[Dataset entries]
::::
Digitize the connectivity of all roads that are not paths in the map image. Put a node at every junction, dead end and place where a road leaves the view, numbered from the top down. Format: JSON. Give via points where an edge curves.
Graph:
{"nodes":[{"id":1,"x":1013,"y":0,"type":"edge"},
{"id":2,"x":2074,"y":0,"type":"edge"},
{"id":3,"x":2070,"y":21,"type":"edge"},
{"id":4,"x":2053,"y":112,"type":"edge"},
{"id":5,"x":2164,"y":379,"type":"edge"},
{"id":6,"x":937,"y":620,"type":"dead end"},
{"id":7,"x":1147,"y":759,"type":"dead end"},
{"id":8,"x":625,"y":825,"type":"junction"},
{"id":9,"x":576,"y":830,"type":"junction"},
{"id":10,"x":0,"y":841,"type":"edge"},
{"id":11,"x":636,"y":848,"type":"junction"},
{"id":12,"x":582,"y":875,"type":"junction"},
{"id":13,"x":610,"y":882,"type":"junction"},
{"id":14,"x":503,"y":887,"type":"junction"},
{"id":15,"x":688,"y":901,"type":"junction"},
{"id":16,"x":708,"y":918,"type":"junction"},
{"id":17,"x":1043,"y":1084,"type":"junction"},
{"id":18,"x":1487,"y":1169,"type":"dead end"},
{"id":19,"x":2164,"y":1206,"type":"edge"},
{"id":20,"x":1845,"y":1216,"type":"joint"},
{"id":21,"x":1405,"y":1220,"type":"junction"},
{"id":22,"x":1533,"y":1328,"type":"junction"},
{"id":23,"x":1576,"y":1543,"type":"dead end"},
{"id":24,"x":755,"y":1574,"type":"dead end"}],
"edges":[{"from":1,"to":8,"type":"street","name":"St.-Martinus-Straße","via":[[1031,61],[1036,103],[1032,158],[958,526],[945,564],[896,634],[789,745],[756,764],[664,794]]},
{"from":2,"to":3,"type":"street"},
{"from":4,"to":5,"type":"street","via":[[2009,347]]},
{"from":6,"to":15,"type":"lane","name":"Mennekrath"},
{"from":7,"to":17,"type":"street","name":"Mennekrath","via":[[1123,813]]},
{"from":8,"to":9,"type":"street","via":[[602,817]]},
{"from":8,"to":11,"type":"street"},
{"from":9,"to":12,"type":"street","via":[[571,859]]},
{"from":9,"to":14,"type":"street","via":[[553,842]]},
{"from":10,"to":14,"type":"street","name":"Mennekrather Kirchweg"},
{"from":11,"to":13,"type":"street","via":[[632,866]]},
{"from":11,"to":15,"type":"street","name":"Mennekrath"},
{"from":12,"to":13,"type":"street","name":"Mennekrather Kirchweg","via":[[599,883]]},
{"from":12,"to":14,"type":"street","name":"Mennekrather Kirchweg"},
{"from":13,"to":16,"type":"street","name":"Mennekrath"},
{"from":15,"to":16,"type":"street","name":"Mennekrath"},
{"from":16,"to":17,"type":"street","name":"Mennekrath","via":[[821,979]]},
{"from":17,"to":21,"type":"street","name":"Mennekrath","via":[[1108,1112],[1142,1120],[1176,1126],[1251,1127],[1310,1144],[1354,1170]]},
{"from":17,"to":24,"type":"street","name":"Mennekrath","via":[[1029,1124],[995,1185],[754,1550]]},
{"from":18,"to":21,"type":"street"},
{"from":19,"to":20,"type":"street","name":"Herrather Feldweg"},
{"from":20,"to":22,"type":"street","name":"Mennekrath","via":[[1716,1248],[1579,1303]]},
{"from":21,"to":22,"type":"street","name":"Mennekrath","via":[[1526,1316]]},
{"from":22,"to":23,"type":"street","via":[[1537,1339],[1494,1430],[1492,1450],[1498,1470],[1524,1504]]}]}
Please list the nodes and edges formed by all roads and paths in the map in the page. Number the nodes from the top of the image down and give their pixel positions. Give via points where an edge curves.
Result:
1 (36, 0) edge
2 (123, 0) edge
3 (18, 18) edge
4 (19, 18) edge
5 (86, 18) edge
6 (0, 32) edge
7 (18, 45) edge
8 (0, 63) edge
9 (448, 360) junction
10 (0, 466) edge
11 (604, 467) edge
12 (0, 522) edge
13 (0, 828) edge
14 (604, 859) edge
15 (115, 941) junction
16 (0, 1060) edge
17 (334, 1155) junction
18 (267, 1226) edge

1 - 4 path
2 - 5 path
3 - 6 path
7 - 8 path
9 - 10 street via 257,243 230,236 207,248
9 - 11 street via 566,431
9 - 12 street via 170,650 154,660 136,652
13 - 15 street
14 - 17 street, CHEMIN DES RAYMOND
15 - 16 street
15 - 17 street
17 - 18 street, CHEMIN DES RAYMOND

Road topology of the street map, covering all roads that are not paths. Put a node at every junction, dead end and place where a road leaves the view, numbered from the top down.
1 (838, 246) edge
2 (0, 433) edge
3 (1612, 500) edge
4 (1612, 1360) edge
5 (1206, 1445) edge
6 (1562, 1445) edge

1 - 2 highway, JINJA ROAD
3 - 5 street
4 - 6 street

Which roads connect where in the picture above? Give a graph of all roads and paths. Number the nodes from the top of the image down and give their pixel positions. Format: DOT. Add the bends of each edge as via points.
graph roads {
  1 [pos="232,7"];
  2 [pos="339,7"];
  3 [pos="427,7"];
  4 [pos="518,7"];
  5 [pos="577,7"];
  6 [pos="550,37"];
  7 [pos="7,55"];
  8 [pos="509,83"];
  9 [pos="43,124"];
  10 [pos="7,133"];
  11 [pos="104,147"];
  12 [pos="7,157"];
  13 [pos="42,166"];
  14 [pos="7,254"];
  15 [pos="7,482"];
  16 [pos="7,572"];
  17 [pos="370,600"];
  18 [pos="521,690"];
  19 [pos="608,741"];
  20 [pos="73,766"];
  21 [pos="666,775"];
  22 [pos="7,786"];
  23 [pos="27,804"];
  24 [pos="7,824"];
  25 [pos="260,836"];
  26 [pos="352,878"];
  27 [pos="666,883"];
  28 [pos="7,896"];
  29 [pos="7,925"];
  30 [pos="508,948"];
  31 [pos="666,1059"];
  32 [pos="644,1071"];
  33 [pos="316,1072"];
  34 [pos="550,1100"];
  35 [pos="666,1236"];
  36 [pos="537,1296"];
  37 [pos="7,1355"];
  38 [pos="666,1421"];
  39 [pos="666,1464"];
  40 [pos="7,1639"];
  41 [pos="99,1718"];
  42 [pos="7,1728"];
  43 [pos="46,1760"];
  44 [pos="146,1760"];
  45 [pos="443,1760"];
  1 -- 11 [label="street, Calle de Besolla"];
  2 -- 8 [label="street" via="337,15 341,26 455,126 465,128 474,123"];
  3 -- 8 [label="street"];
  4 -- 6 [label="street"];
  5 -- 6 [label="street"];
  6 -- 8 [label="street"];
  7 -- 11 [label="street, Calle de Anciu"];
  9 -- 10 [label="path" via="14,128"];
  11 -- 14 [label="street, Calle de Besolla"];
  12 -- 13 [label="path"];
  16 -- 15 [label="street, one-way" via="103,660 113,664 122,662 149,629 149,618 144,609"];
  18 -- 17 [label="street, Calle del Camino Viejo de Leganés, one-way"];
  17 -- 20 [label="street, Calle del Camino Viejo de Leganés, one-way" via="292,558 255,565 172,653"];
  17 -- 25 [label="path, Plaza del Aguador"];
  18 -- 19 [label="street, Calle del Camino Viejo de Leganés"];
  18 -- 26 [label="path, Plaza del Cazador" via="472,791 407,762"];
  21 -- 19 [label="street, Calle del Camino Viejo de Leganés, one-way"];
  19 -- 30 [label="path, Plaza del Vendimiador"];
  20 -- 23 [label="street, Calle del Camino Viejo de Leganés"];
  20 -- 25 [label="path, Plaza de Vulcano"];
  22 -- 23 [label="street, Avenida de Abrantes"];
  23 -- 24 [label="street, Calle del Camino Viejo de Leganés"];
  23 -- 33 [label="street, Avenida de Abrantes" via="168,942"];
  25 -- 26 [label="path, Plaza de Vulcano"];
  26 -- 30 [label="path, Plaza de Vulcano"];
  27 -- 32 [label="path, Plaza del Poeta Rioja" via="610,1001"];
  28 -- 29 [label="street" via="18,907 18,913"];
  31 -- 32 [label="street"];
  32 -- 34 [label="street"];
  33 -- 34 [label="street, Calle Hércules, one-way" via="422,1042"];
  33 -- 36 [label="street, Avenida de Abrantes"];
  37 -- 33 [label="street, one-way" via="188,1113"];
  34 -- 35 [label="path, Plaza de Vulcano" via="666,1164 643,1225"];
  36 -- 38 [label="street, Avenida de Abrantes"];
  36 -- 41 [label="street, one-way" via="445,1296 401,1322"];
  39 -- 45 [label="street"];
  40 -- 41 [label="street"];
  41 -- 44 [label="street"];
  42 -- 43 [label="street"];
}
::::
- **PROBLEM REQUIREMENTS**:
The answer is a count and nothing more: lines above that contain "Plaza".

- **TASK SOLUTION**:
8